▸ **Aim of the exercise**: Go through the entries, filter for the word "roads", and copy every line that has it.

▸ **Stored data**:
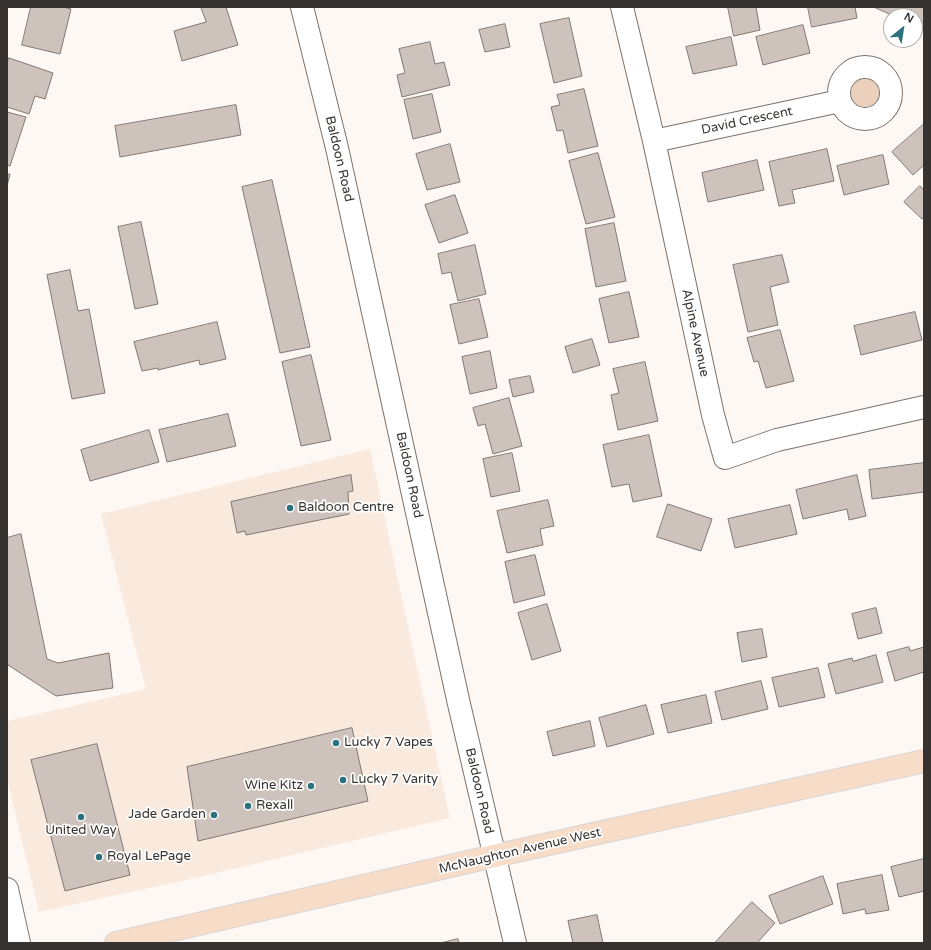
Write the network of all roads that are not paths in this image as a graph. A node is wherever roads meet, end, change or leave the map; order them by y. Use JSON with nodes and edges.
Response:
{"nodes":[{"id":1,"x":302,"y":7,"type":"edge"},
{"id":2,"x":622,"y":7,"type":"edge"},
{"id":3,"x":840,"y":101,"type":"dead end"},
{"id":4,"x":654,"y":141,"type":"junction"},
{"id":5,"x":924,"y":407,"type":"edge"},
{"id":6,"x":924,"y":761,"type":"edge"},
{"id":7,"x":494,"y":856,"type":"junction"},
{"id":8,"x":7,"y":889,"type":"edge"},
{"id":9,"x":19,"y":943,"type":"edge"},
{"id":10,"x":116,"y":943,"type":"edge"},
{"id":11,"x":515,"y":943,"type":"edge"}],
"edges":[{"from":1,"to":7,"type":"street","name":"Baldoon Road"},
{"from":2,"to":4,"type":"street","name":"Alpine Avenue"},
{"from":3,"to":4,"type":"street","name":"David Crescent"},
{"from":4,"to":5,"type":"street","name":"Alpine Avenue"},
{"from":6,"to":7,"type":"main road","name":"McNaughton Avenue West"},
{"from":7,"to":10,"type":"main road","name":"McNaughton Avenue West"},
{"from":7,"to":11,"type":"street","name":"Baldoon Road"},
{"from":8,"to":9,"type":"street"}]}
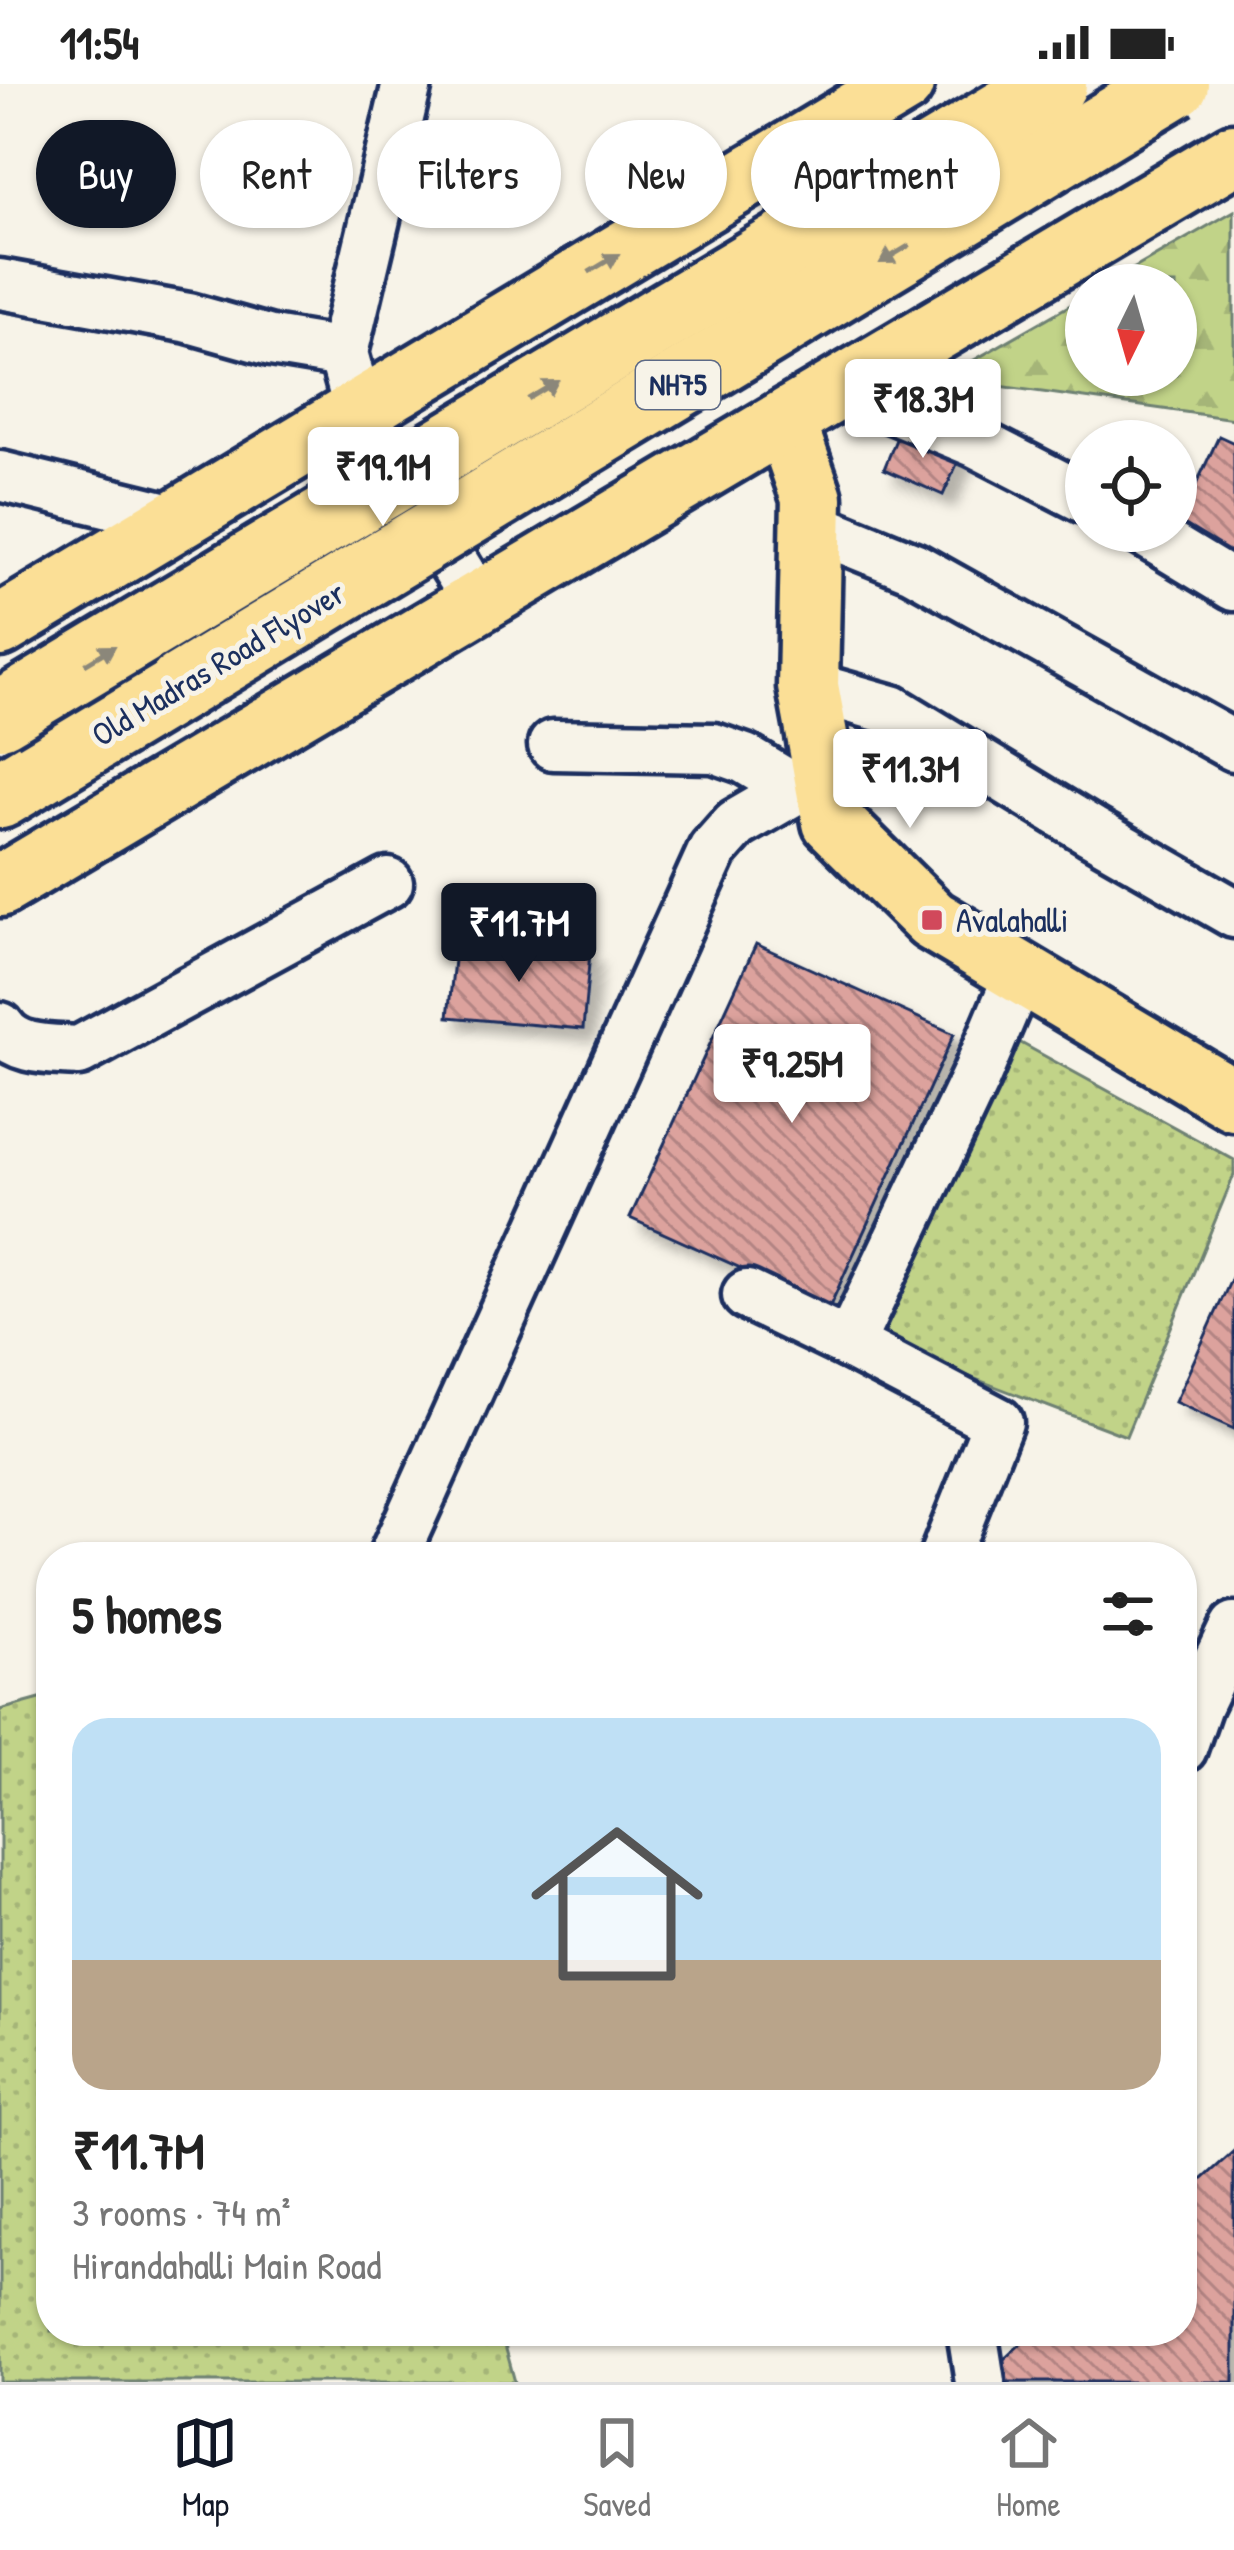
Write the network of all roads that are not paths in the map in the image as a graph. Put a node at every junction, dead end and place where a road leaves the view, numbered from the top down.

▸ **Reply to the exercise**:
Write the network of all roads that are not paths in this image as a graph. A node is wherever roads meet, end, change or leave the map; order them by y. Use JSON with nodes and edges.
Write the network of all roads that are not paths in the map in the image as a graph. Put a node at every junction, dead end and place where a road leaves the view, numbered from the top down.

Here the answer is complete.